I don't think the intention was such content would "go", rather just not be actively maintained. But once a concept was been QA'd - there shouldn't be any further maintenance required. At least until concept models or terming conventions change.
Linda Parisien
In the Canadian NRC, we have discussed this topic and we feel that before diving in the "weeds", basic questions should be answered and main principles established and agreed upon. We think that more joint discussions should be held and concerns and convergent agreements documented in a centralised area on Confluence. We need reassurance that the impacts (both negative and positive) on the NRCs, vendors, clinicians, researchers, patients, consumers, have been evaluated and are understood by all interested parties.

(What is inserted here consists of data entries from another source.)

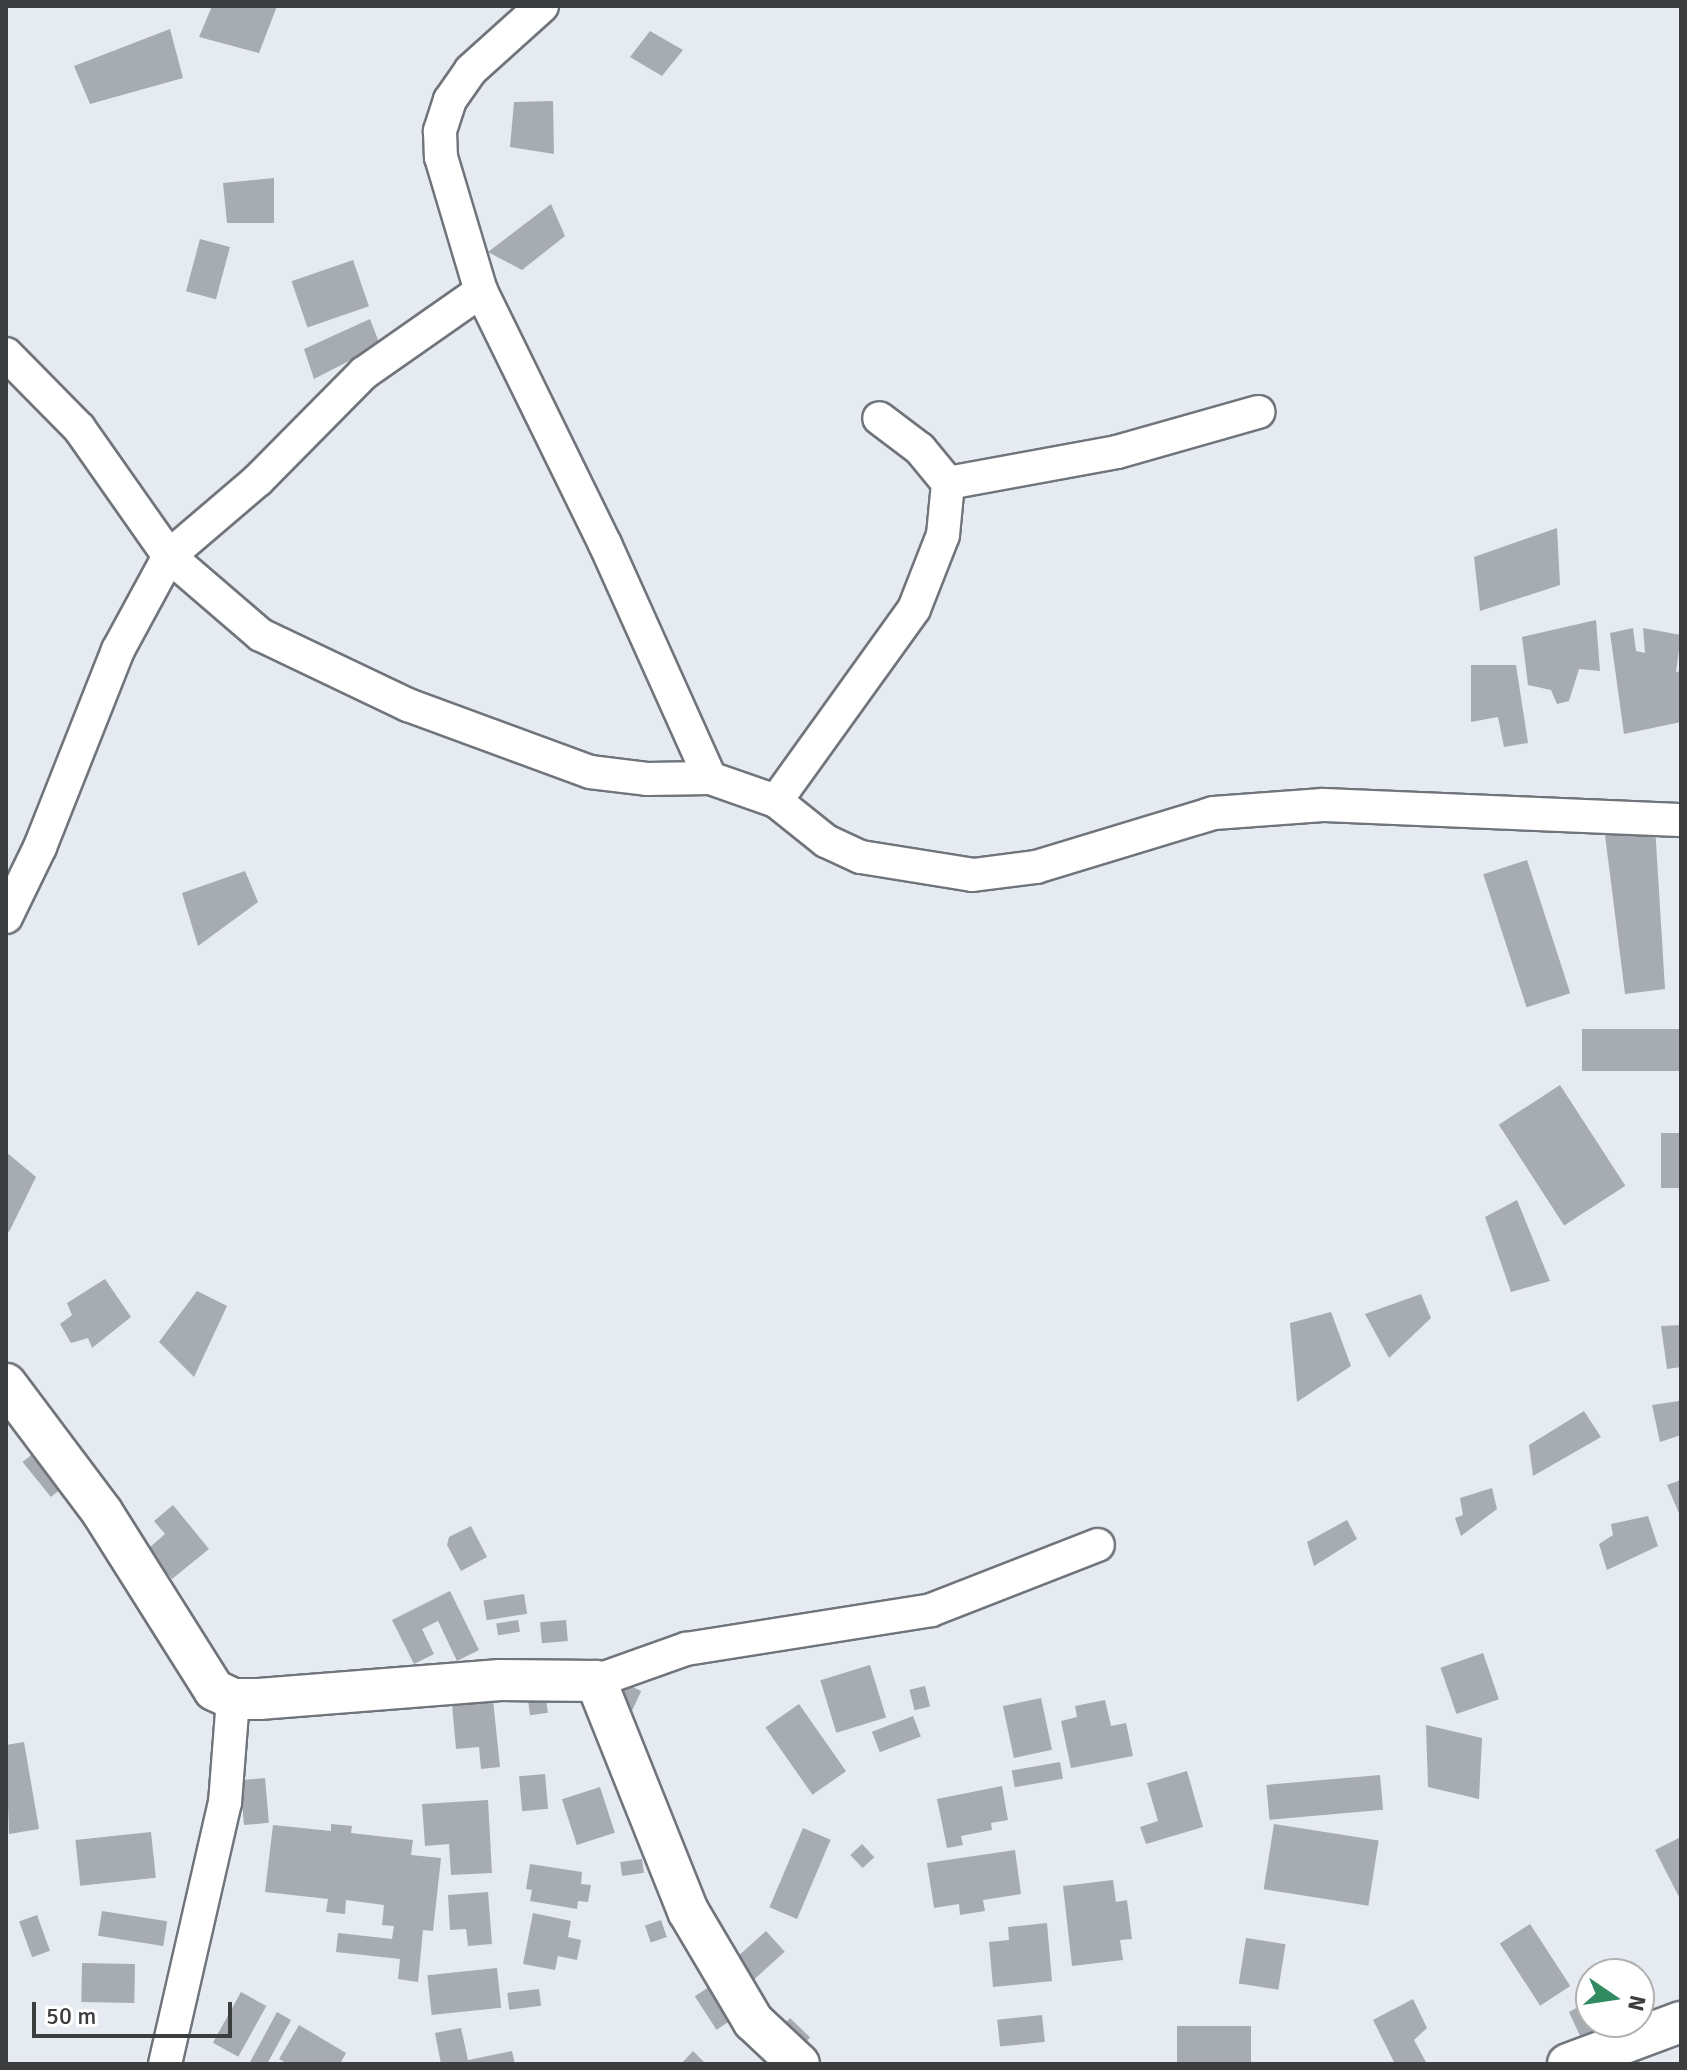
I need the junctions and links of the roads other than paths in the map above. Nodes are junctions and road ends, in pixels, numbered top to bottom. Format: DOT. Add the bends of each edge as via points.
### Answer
graph roads {
  1 [pos="542,6"];
  2 [pos="481,291"];
  3 [pos="6,354"];
  4 [pos="1258,412"];
  5 [pos="879,418"];
  6 [pos="948,483"];
  7 [pos="169,556"];
  8 [pos="710,778"];
  9 [pos="776,801"];
  10 [pos="1681,820"];
  11 [pos="6,917"];
  12 [pos="6,1384"];
  13 [pos="1098,1545"];
  14 [pos="596,1681"];
  15 [pos="233,1699"];
  16 [pos="1681,2022"];
  17 [pos="165,2064"];
  18 [pos="799,2064"];
  19 [pos="1568,2064"];
  1 -- 2 [label="street" via="471,70 450,100 440,131 452,202"];
  2 -- 7 [label="street" via="364,373 258,480"];
  2 -- 8 [label="street" via="617,569"];
  3 -- 7 [label="street" via="79,428"];
  4 -- 6 [label="street" via="1117,452"];
  5 -- 6 [label="street" via="920,449"];
  6 -- 9 [label="street" via="943,535 914,609"];
  7 -- 8 [label="street" via="261,635 408,705 590,772 647,779"];
  7 -- 11 [label="street" via="118,650 40,847"];
  8 -- 9 [label="street"];
  9 -- 10 [label="street" via="826,841 861,857 909,869 973,875 1036,867 1214,813 1323,805"];
  12 -- 15 [label="street" via="102,1512 197,1669 214,1690"];
  13 -- 14 [label="street" via="931,1610 686,1649"];
  14 -- 15 [label="street" via="500,1680"];
  14 -- 18 [label="street" via="688,1911 753,2021"];
  15 -- 17 [label="street" via="225,1803"];
  16 -- 19 [label="street"];
}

We agree with Matt that maintenance should be maintain to a high quality level for all Editions content, understanding that after the current QI, less will need to be done, and so we don't compromise the future terminology quality. We need to assure it does not go against tenants of good terminology.

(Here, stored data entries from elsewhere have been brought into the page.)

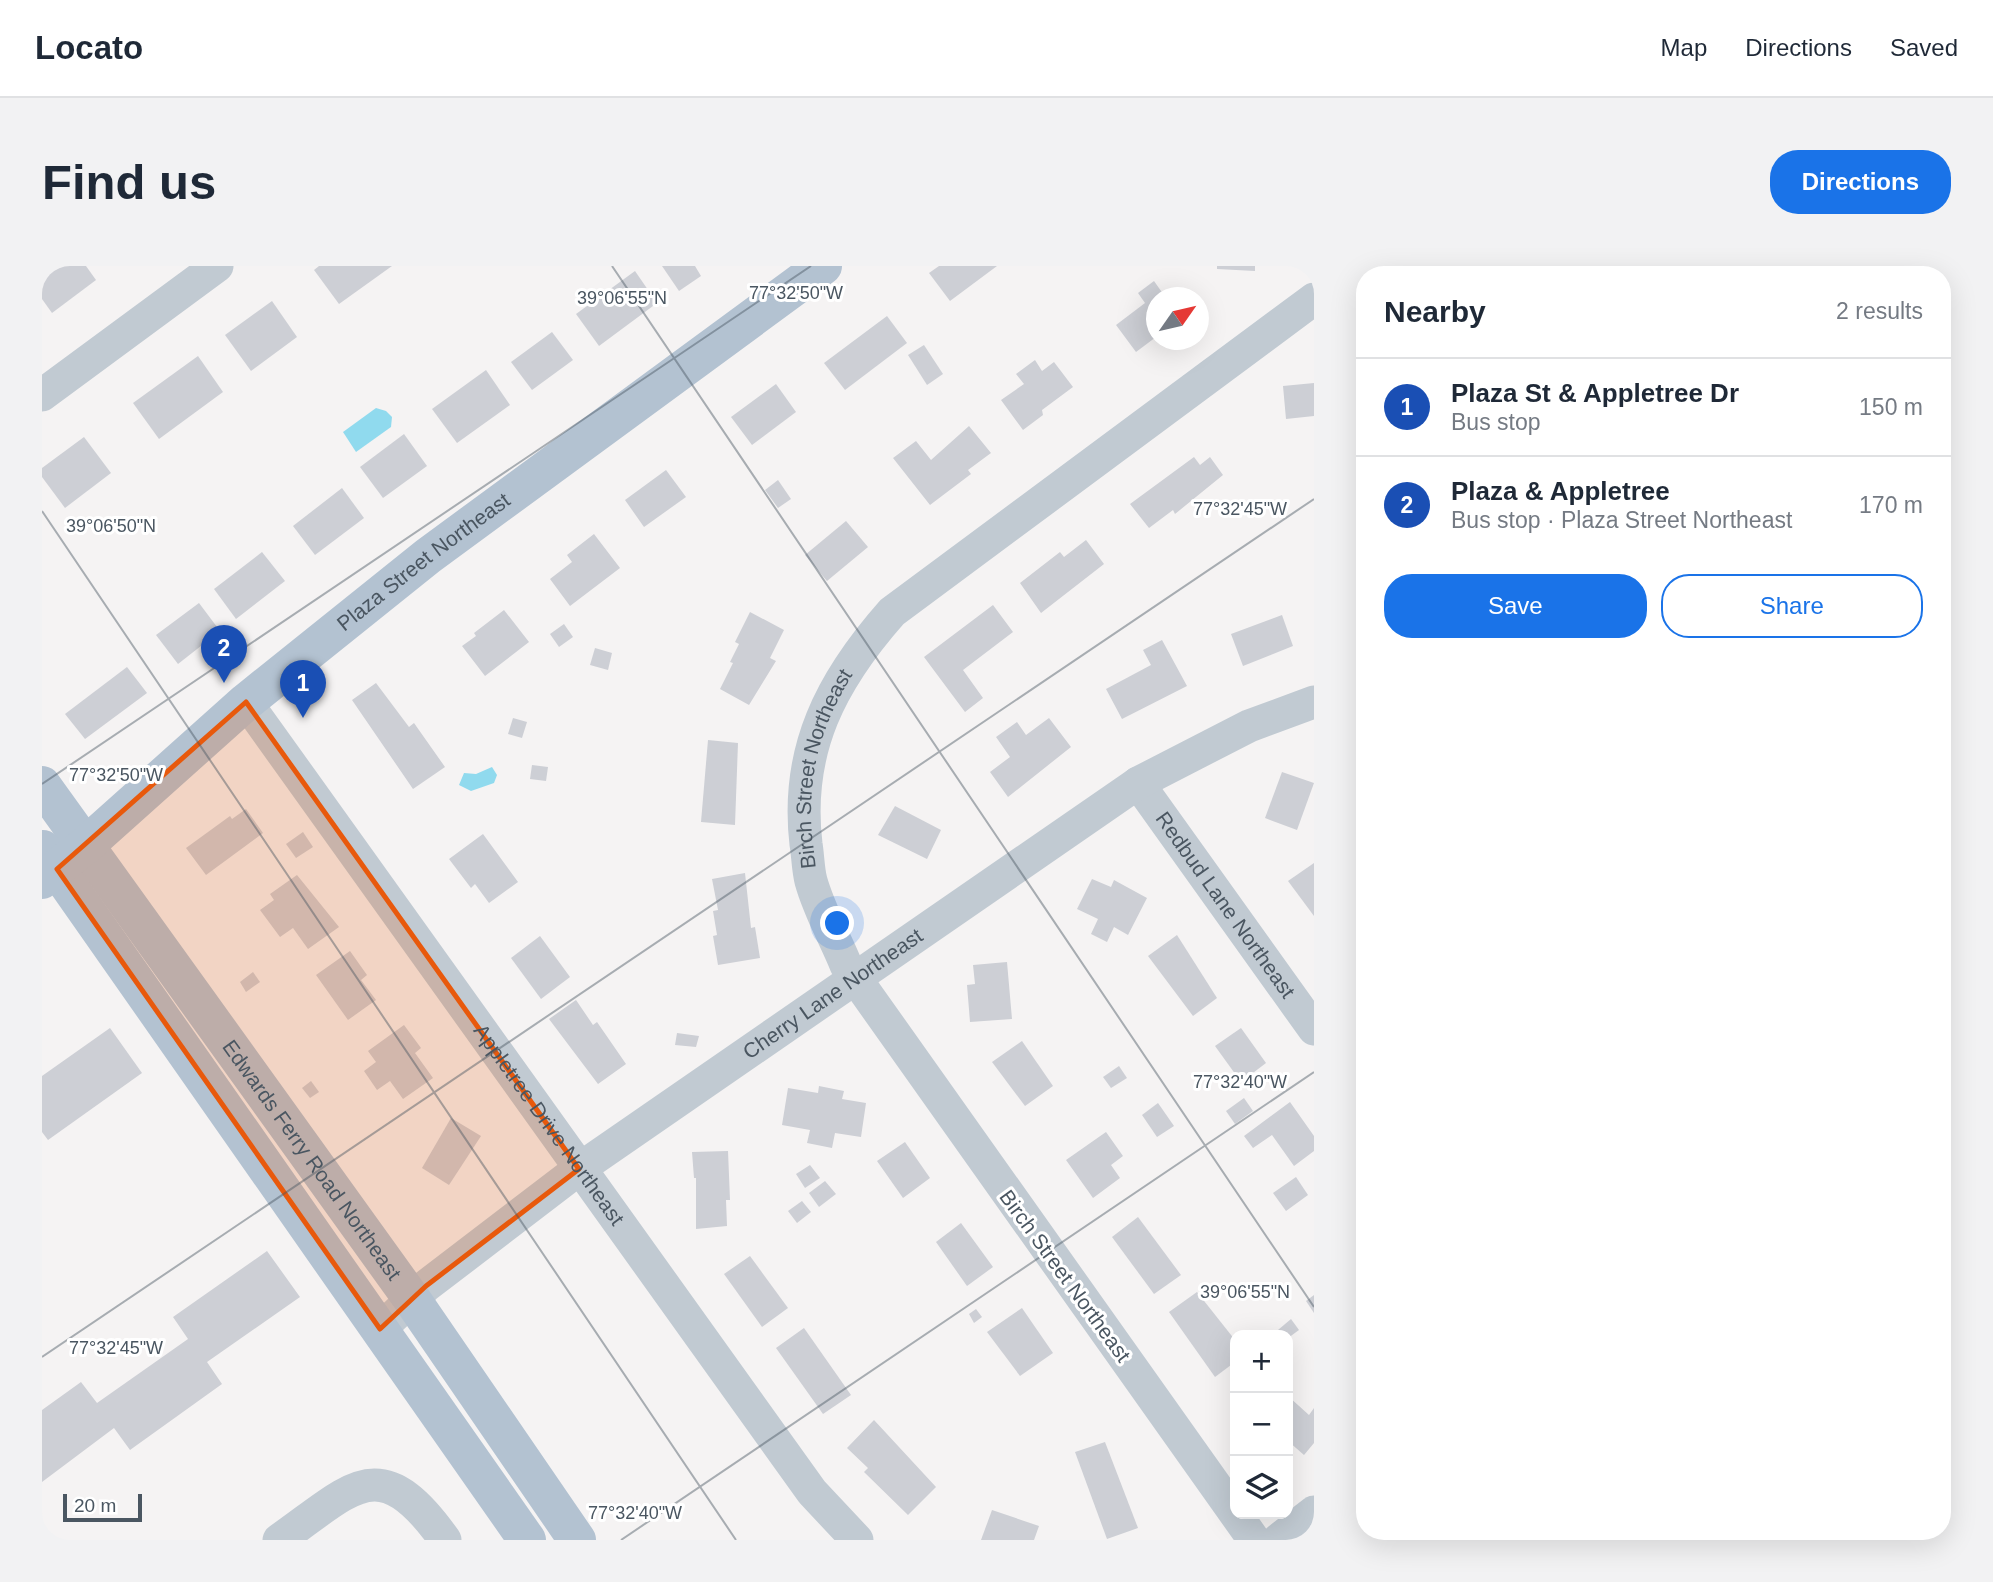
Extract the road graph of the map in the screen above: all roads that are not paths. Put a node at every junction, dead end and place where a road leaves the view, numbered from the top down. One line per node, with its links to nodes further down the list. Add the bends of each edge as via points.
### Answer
1 (217, 266): 4 (street)
2 (823, 266): 5 (main road, Plaza Street Northeast, via 428,556)
3 (1314, 299): 11 (street, Birch Street Northeast, via 892,612 859,649 818,724 804,773 803,821 811,881)
4 (42, 395)
5 (246, 702): 9 (main road, Plaza Street Northeast); 13 (street, Appletree Drive Northeast)
6 (1314, 702): 7 (street, Cherry Lane Northeast, via 1249,726)
7 (1138, 783): 11 (street, Cherry Lane Northeast); 12 (street, Redbud Lane Northeast)
8 (42, 785): 9 (main road, Edwards Ferry Road Northeast)
9 (86, 845): 10 (main road, Plaza Street Northeast); 14 (main road, Edwards Ferry Road Northeast)
10 (47, 865): 15 (main road, Edwards Ferry Road Northeast)
11 (855, 979): 13 (street, Cherry Lane Northeast); 22 (street, Birch Street Northeast)
12 (1314, 1028)
13 (579, 1169): 14 (street, Cherry Lane Northeast); 17 (street, Appletree Drive Northeast, via 812,1492)
14 (411, 1298): 15 (street, Cherry Lane Northeast); 21 (main road, Edwards Ferry Road Northeast)
15 (380, 1329): 20 (main road, Edwards Ferry Road Northeast)
16 (1314, 1513): 23 (street)
17 (854, 1539)
18 (279, 1540): 19 (street, via 358,1485 377,1484 416,1503)
19 (445, 1540)
20 (527, 1540)
21 (577, 1540)
22 (1254, 1540)
23 (1278, 1540)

We have asked Alastair, that this topic be brought again to the MF for further discussion. We are looking forward to Rory's meeting to provide some answers to our questions as well.
Cathy Richardson
Comments on the Clinical Core that were provided by Olivier Bodenreider can be located as a comment on: 2019-05-14 - CMAG Meeting.
Cathy Richardson
The spreadsheet provided to the group has not been used been used by group members to make comments.

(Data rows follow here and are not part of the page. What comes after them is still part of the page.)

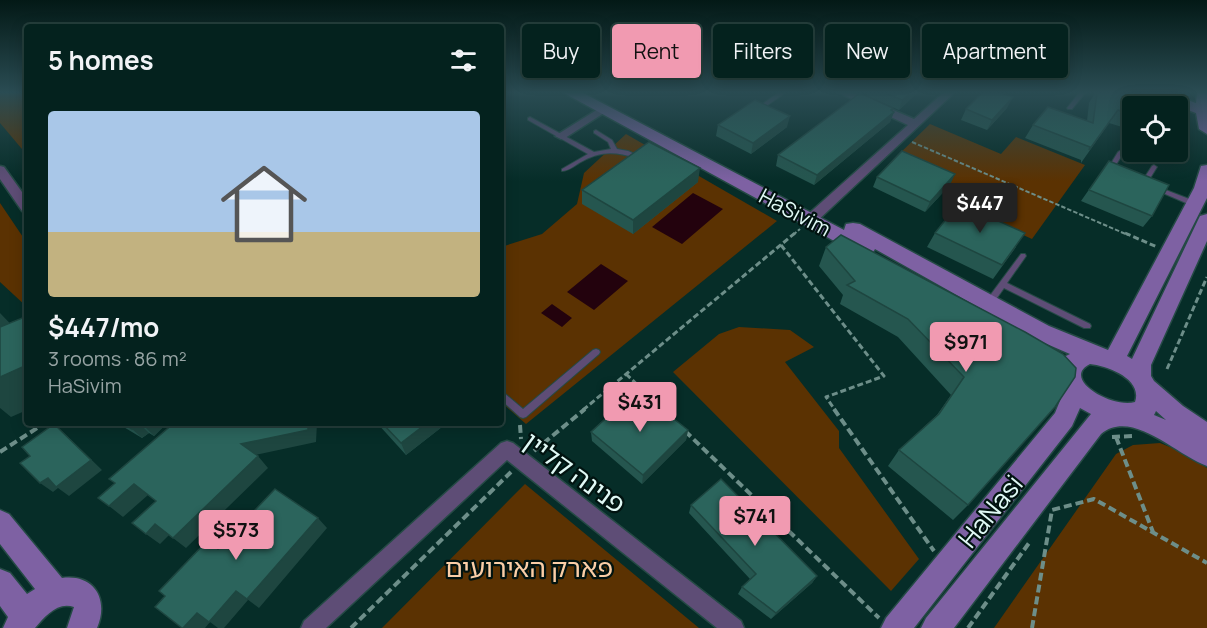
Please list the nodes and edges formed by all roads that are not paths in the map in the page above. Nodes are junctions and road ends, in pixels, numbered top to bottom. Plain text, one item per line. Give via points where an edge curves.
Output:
1 (536, 122) edge
2 (576, 122) edge
3 (639, 122) edge
4 (912, 122) edge
5 (916, 124) joint
6 (596, 132) dead end
7 (561, 136) junction
8 (615, 151) junction
9 (1121, 152) dead end
10 (591, 153) junction
11 (636, 156) edge
12 (1154, 166) dead end
13 (0, 170) edge
14 (564, 170) dead end
15 (1207, 170) edge
16 (1118, 173) edge
17 (1135, 180) edge
18 (1144, 184) junction
19 (24, 204) edge
20 (1201, 212) edge
21 (815, 216) junction
22 (1023, 256) dead end
23 (1003, 284) junction
24 (989, 303) junction
25 (1087, 326) dead end
26 (596, 352) dead end
27 (1107, 358) junction
28 (1144, 383) junction
29 (1073, 384) junction
30 (504, 398) edge
31 (1114, 422) junction
32 (1207, 435) edge
33 (1207, 455) edge
34 (0, 523) edge
35 (0, 583) edge
36 (56, 593) junction
37 (22, 622) edge
38 (888, 624) edge
39 (87, 626) edge
40 (311, 628) edge
41 (734, 628) edge
42 (936, 628) edge

1 - 7 lane
2 - 7 street
3 - 21 street, HaSivim
4 - 5 street
5 - 21 street
6 - 8 lane via 610,141
7 - 10 lane
8 - 10 lane
8 - 11 lane
9 - 16 lane via 1109,170
10 - 14 lane
12 - 18 lane
13 - 19 street
15 - 20 street
17 - 18 lane
18 - 20 lane
20 - 27 street via 1169,252
20 - 28 street via 1140,365
21 - 24 street, HaSivim
21 - 29 street, HaSivim via 1032,340 1060,364
22 - 23 lane
23 - 24 lane
23 - 25 lane
24 - 27 street, HaSivim via 1064,343
26 - 30 lane via 523,414
27 - 28 street, HaSivim
27 - 29 street, HaNasi via 1089,355 1072,362 1069,370
28 - 31 street, HaNasi via 1149,404 1145,410
28 - 32 street via 1175,413
29 - 31 street, HaSivim
29 - 38 street, HaNasi via 1064,419 945,567
31 - 33 street via 1151,423
31 - 42 street, HaNasi
34 - 36 street
35 - 37 street
36 - 37 street via 45,598
36 - 39 street via 84,595 89,611
40 - 41 street, פנינה קליין via 507,449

In addition to the comments from group members above, the following has been drawn from the CMAG calls in May and June to draw all responses onto one page. Where points raised on the calls are already represented above they have not been repeated here.
Daniel Karlsson
Dear All,
this is a difficult question indeed, and since this is summer, I have not had the possibility of discussing this with my NRC colleagues.
I agree with Olivier Bodenreider that content which can be maintained with little effort can be included in the core, and I agree with Matt Cordell and Olivier Bodenreider that "atomic", "primitive" content important for use in definitions of other concepts needs to be of high quality and is thus also a priority. I also agree with the need for content to support the Core problem list, any WHO-FIC classification mappings, International patient summary etc.
The rest, e.g. which findings or procedures go in the core and which are out, seems almost impossible to determine, for the detailed content needed in real-world implementations, it's often the case that concepts need to be added anyhow, so perhaps SNOMED International should focus not on the content per se but developing templates, rules, guidelines, expanding the concept model, all to allow others (NRCs, working groups) to contribute in a more consistent manner.
/Daniel
Sheree Hemingway
I escalated this proposal to the UK Edition Committee for their input. The feedback I received was that, before the Committee could contribute to an NHS Digital response on what content should be considered for 'active maintenance', they required more information relating to the Clinical Core, i.e. why this is being done / what is the motivation, how will such work be prioritised, and how this will be presented as a product. The suggestion was made that it would be helpful to have someone from SI dialling in to the next Edition Committee meeting in September.